Am nächsten Tag musste die erste Entscheidung bei der Auswahl des Krankenhauses getroffen werden. Zwei Kliniken wurden von den Kollegen (aufgrund verschiedenster Kriterien) empfohlen:
1. SOS Klinik Beijing, ganz in der Nähe unserer Schule (s.a. Webseite der Klinik )
2. Beijing United, International Hospital (s.a. Webseite der Klinik)
Mein Bauch- bzw. mein Achillesehnengefühl sagte mir: Geh zu United International! Warum? Ich habe keine Ahnung!
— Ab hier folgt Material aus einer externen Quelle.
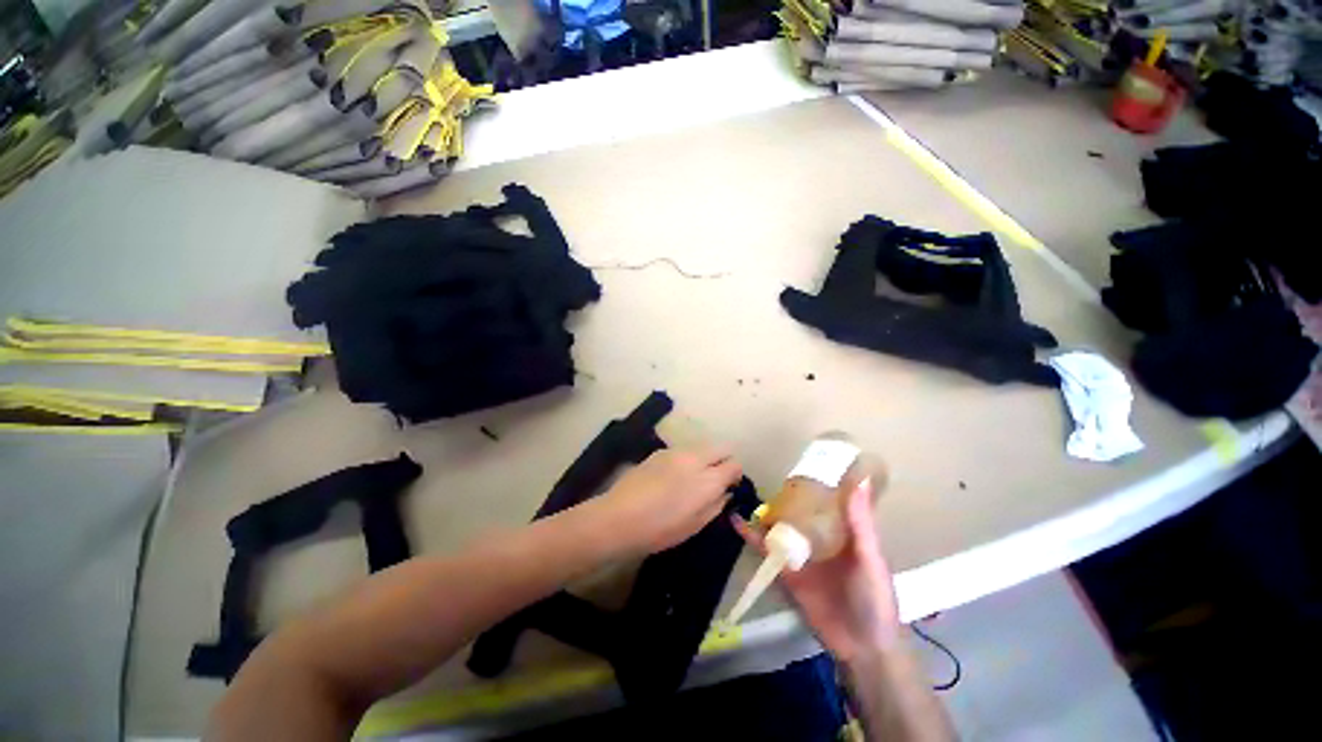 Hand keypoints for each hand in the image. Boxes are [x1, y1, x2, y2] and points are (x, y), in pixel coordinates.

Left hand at [591, 446, 742, 556]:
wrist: (619, 517)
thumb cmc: (660, 529)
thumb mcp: (695, 525)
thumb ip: (716, 505)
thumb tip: (725, 492)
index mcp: (708, 479)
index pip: (734, 464)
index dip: (735, 475)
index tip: (729, 487)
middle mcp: (695, 458)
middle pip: (721, 447)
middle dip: (724, 460)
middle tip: (715, 480)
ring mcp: (676, 451)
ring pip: (702, 446)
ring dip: (705, 458)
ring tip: (692, 478)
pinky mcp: (660, 451)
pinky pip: (684, 450)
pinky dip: (687, 458)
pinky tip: (672, 476)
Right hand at [733, 478, 900, 662]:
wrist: (862, 648)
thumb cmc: (875, 598)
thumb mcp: (871, 558)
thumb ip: (861, 523)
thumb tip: (861, 479)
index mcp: (843, 531)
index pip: (827, 499)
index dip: (815, 481)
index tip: (800, 460)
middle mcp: (820, 538)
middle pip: (799, 512)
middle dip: (784, 496)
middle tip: (766, 473)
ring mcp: (802, 555)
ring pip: (780, 527)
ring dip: (764, 513)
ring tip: (745, 492)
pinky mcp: (787, 572)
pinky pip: (768, 551)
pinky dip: (752, 538)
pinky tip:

Vielleicht lag es an der schickeren Webseite oder einfach am Namen der Klinik, der mich mehr ansprach.
Besuch der Klinik am Tag nach der Verletzung
Humpelnd und auf Krücken stützend, versuchte ich aus dem Taxi aussteigend in das Krankenhaus zu gelangen. Hier war bereits die erste Hürde. Der Eingang war chaotisch zugeparkt von Luxuskarossen. Zudem musste man aufpassen, nicht direkt vor dem Krankenhaus von hupenden und Parkplatz suchenden Autos angefahren zu werden. Nachdem diese Hürde genommen war, sprang plötzlich eine gut gekleidete junge Dame auf mich zu. Das äußere Erscheinungsbild und die Kleidung liesen auf eine Stewardess schließen. Aber mitnichten, ihr kleines Namenschild klärte mich auf, dass es sich um eine Krankenhausmitarbeiterin handeln musste:
„Do you need help? Do you need a wheel chair? Do you have an appointment?“
„Äh, no, I don’t have an appointment. I had an accident yesterday evening. I need a doctor to take a look at my leg, it’s very painfull.“
„Please have a seat. I will see, what I can do for you! I hope I can find a doctor for you!“
Hmmm! Erst einmal hinsetzen war o.k.. Aber was meinte die junge Frau mit „ich will erst einmal schauen,was ich für sie machen kann und ob sie einen Arzt findet“? Nach 5 Minuten steht die Stewarde…, äh Rezeptionistin vor mir und verkündet stolz:
„I fortunately found a doctor for you. You have an appointment in 10 minutes. Please fill out these papers. How do you pay? Cash or by credit?“
Da hatte ich wohl Glück, dass sich in dieser rießigen (!!!!) Klinik ein Arzt auftreiben lies, der sich einen Verletzten anschauen wollte. Und bevor ich auch nur in die Nähe des Sprechzimmers gelangte, dürfte ich 10 Zettel ausfüllen und unterschreiben, dass ich mindestens 1200 RMB (ca. 150€) abzudrücken habe. Aber gut, eine andere Wahl hatte ich nicht. Nach den Formalitäten gings zum Doc, Mr. ZHang Jianxing . Und was will man mehr. Der chinesische Doc sprach perfekt Englisch, hatte 5 Jahre in Deutschland (Essen) studiert / gearbeitet, kannte Köln und das Ruhrgebiet und, und, und…
Ach ja, nebenbei. Die Klinik, der Arzt, die Betreuung, die kurzen Wartezeiten, Sauberkeit, Professionalität….all das, was einen in deutschen Krankenhäusern manchmal schier zur Verzweiflung treibt, war hier auf einem perfekten Niveau. Alles war super organisiert und koordiniert. Kurzzeitig kam sogar der Gedanke bei mir auf, dass Krankenhausaufenthalte auch Spaß machen könnten.
Wie es weitergeht? Wie die Nachbehandlung, die chinesische Krankengymnastik aussieht…ich werde berichten!